Selon Malinvaud, un tel plan suggérait deux types de réflexions. D’une part, il était nécessaire que l’Administration définisse les secteurs ou les entreprises pour lesquels la gestion publique se substituerait à la gestion privée. La théorie économique (libérale) considère que la gestion publique peut être imposée lorsqu’il est impossible de faire supporter à l’usager le coût du service, lorsque les conditions techniques ou la taille du marché requièrent la concentration de l’offre (pour éviter l’apparition de rentes monopolistiques, on pouvait préconiser la nationalisation), lorsque les entreprises privées sont incapables de réaliser les investissements nécessaires. Notons ici qu’Edmond Malinvaud s’appuie sur la théorie du rendement social de Maurice Allais (1943, 1945) pour légitimer la présence d’un secteur nationalisé tout en précisant les traits de ce choix : « 1o La nationalisation n’est pas essentielle pour la planification ; il est en effet très possible de diriger un secteur sans que l’exécutant soit nommé et rémunéré directement par l’État. 2o La nationalisation n’est pas suffisante pour rendre effectifle contrôle gouvernemental ; il est indispensable qu’une réglementation aussi stricte soit prévue pour les entreprises publiques que pour les entreprises privées. 3o La nationalisation de secteurs industriels entiers est souvent une opération maladroite. La meilleure solution consisterait à laisser subsister côte à côte des entreprises publiques et des entreprises privées en concurrence entre elles. L’expérience permettrait ainsi de décider quelle est dans chaque cas la meilleure forme de gestion » (1950, p. 21). D’autre part, il était impératif de préciser comment l’Administration pourrait imposer la réalisation des objectifs du plan aux secteurs dont la gestion privée était maintenue (Allais, 1938a, 1938b, 1938c). Sur ce point, les travaux de Laski (1942) et Henderson (1947) considéraient que les nationalisations de quatre secteurs phares (distribution du capital et du crédit, commerce avec l’étranger, transports et énergie, terre) permettraient à l’État de 114diriger l’économie sans utiliser de méthodes totalitaires (c’est-à-dire sans remettre en cause les libertés individuelles).
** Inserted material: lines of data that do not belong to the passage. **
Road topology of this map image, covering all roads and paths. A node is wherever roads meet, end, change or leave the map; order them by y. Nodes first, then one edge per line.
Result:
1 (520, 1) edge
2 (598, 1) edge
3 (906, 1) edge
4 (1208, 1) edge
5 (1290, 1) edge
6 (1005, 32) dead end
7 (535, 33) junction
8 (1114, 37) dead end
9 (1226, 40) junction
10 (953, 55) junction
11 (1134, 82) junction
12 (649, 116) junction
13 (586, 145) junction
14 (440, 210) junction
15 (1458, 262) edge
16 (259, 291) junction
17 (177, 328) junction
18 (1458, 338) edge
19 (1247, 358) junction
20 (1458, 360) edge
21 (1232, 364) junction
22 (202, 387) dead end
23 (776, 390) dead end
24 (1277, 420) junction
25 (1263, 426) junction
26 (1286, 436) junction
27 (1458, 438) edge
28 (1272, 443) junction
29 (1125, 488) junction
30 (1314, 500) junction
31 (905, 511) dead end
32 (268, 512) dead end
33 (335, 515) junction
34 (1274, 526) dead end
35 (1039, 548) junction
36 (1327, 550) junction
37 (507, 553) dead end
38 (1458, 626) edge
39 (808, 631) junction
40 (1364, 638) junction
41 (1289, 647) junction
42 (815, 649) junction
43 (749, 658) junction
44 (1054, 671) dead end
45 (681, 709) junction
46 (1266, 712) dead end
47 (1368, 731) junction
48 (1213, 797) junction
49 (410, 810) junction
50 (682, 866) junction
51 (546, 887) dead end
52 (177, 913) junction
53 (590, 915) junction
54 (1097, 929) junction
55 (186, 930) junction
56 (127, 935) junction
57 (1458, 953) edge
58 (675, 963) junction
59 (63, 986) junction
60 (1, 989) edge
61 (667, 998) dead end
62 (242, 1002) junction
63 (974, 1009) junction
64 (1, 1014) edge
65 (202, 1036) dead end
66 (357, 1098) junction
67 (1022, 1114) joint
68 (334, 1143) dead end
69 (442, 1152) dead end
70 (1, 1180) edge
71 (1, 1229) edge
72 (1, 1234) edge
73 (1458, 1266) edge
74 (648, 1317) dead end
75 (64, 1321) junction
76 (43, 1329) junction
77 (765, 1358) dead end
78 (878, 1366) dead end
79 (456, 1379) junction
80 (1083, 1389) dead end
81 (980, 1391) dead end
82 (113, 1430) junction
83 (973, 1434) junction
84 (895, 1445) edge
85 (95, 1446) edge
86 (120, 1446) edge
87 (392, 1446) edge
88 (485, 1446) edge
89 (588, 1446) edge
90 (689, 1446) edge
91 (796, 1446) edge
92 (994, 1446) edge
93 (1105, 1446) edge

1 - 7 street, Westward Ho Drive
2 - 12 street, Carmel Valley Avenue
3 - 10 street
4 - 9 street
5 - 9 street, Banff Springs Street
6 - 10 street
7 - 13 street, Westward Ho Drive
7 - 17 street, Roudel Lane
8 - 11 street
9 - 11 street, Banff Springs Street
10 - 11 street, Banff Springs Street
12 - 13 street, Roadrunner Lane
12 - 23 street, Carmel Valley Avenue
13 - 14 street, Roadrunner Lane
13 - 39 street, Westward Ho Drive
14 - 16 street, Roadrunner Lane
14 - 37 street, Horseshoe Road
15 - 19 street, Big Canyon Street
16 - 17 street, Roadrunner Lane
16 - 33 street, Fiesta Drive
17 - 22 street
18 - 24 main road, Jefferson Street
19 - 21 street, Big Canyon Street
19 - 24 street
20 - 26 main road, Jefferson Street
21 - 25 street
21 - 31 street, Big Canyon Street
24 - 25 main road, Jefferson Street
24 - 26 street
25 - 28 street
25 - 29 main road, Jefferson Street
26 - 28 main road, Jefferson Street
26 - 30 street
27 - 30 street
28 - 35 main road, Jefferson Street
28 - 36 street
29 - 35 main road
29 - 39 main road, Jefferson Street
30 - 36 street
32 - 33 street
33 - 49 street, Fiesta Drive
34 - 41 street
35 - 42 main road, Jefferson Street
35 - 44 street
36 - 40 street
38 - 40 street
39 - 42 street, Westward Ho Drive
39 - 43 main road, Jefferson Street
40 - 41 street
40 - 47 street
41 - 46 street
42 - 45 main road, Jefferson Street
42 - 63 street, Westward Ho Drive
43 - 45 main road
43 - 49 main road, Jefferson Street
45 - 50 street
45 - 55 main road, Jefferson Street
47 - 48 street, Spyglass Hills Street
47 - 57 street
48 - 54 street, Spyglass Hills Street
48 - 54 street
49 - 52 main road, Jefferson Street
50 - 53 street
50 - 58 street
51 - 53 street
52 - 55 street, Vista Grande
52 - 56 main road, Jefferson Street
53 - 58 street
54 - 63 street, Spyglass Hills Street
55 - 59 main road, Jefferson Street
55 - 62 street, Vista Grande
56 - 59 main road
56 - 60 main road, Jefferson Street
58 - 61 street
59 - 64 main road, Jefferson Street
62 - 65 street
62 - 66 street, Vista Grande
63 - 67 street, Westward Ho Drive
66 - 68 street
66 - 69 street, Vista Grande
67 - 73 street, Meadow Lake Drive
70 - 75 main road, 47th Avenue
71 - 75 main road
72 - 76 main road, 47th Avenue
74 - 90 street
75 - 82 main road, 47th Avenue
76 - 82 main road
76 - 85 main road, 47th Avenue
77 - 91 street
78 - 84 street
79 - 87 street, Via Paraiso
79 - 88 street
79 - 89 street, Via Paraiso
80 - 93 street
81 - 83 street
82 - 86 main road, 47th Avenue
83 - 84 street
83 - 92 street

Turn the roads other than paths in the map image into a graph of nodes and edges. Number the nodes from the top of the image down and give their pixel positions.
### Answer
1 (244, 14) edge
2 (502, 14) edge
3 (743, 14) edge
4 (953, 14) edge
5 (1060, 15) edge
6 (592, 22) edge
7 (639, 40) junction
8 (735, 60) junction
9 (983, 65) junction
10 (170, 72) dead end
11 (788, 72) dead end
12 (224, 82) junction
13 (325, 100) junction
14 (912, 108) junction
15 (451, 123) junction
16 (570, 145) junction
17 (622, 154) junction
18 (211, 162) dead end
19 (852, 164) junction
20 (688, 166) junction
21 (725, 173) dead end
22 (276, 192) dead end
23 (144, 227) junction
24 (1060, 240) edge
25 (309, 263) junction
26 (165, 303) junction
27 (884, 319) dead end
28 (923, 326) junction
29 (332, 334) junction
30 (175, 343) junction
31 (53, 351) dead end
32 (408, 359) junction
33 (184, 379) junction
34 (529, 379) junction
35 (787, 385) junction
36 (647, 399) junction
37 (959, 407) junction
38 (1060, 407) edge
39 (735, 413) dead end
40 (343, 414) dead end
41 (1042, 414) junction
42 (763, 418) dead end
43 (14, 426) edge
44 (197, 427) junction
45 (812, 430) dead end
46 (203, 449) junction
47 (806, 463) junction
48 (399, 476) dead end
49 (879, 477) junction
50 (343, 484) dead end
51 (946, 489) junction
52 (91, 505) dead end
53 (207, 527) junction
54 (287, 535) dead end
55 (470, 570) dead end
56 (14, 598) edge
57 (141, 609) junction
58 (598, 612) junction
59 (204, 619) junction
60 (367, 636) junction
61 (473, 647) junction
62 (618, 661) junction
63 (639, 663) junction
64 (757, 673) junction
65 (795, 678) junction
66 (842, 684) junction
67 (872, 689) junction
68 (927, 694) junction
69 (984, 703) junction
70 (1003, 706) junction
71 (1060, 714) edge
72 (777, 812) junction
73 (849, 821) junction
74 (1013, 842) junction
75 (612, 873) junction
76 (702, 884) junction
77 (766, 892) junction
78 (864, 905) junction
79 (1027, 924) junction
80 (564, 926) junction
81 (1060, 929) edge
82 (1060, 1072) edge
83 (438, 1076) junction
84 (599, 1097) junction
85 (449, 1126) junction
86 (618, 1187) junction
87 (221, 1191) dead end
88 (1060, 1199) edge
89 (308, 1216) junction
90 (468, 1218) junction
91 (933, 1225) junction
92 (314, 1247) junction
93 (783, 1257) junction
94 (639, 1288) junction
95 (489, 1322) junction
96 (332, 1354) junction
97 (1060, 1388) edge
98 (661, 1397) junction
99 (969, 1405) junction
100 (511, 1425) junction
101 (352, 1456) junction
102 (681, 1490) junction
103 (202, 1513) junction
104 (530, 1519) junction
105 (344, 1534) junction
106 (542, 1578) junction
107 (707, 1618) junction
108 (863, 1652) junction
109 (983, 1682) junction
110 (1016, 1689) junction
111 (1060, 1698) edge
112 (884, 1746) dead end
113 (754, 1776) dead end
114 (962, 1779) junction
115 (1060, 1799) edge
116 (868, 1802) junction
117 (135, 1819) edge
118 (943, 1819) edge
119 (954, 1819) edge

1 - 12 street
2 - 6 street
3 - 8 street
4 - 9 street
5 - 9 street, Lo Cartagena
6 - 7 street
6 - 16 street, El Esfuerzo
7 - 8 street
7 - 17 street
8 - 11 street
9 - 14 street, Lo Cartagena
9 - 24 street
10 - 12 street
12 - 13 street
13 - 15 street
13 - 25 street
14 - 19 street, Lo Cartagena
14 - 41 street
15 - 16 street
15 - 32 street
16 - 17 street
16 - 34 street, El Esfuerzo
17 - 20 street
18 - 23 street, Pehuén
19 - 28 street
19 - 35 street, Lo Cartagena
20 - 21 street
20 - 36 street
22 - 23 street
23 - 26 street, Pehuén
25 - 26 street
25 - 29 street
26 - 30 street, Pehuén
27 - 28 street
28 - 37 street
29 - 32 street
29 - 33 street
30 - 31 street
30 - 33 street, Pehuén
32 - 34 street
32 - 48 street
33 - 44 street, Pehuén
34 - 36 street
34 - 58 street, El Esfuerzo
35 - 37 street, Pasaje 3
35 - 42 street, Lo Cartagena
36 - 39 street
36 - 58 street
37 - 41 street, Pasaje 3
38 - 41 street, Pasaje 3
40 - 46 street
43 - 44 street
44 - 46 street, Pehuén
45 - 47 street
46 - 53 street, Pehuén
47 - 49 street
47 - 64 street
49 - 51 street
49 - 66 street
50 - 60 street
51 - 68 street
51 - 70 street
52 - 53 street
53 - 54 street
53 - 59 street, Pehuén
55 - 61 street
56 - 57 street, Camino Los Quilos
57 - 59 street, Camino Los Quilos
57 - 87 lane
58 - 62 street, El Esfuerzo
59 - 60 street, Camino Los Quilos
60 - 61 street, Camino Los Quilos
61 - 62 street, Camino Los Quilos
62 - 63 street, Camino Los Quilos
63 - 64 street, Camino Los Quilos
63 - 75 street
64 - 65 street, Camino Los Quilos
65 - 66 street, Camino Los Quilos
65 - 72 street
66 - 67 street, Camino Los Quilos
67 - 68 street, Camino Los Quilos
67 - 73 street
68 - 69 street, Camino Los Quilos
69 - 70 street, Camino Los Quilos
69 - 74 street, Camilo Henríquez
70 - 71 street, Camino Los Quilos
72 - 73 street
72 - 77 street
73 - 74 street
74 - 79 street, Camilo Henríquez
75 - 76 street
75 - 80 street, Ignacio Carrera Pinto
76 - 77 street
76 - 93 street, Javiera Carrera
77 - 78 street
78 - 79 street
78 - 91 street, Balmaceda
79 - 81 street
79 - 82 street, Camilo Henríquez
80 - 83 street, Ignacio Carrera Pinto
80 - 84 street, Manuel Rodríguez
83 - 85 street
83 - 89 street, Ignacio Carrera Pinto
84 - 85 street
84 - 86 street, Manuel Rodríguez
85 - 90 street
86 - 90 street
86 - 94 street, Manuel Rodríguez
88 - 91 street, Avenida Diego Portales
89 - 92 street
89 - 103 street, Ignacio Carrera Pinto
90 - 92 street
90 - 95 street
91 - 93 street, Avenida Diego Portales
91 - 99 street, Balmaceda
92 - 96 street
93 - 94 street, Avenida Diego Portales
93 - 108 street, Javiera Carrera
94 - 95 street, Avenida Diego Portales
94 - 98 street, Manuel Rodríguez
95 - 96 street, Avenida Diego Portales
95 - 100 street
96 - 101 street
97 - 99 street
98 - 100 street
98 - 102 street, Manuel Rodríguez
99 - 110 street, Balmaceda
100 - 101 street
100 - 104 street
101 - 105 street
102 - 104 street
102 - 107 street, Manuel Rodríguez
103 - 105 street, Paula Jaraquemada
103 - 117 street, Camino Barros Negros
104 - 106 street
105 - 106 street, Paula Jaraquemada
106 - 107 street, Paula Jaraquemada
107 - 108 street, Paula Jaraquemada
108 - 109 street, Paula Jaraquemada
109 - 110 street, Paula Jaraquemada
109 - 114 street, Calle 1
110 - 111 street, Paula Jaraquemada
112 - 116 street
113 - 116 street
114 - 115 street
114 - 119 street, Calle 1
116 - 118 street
Si le « planisme démocratique » devait se présenter comme une alternative au « planisme totalitaire », Malinvaud note que l’expérience travailliste a montré la difficulté de suivre une telle voie. En effet, durant la première période du plan, les programmes et les objectifs furent assez souples pour que le système économique s’ajuste sans à-coups et que l’État impulse une véritable dynamique économique. Cependant, les périodes qui suivirent, furent marquées par un renforcement des pouvoirs de direction de l’État et la mise en place de mesures de restrictions (en matière de consommation) et de contrôle (en matière de déplacements des travailleurs). Dans la droite lignée des thèses hayekiennes (parution de l’ouvrage, la route de la servitude), de nombreux économistes (Meade, Lewis…) rappelèrent qu’en l’absence d’un système de prix et du jeu du marché, le gouvernement avait été amené à prendre des mesures directives et complexes allant à l’encontre des libertés individuelles. Selon Malinvaud, ces idées ne remettaient nullement en cause l’interventionnisme de l’État (ce qui était pourtant la position d’Hayek), elles soulignaient simplement le fait que les actions de l’État devaient s’inscrire dans un cadre d’économie de marché : « La très grande majorité des économistes en vint alors à préconiser avec force le passage à un régime plus soucieux des lois élémentaires de l’offre et la demande. On remarqua alors de divers côtés que les buts du socialisme n’étaient pas compatibles avec une certaine dose de libéralisme et qu’ils seraient plus facilement atteints par l’intermédiaire du mécanisme des prix que par tout autre moyen. Le planism by inducement devait être préféré au planism by direction ; non seulement il est plus conforme aux buts de la Démocratie, mais encore il permettait d’atteindre un niveau plus élevé d’efficacité » (Malinvaud, 1950, p. 22).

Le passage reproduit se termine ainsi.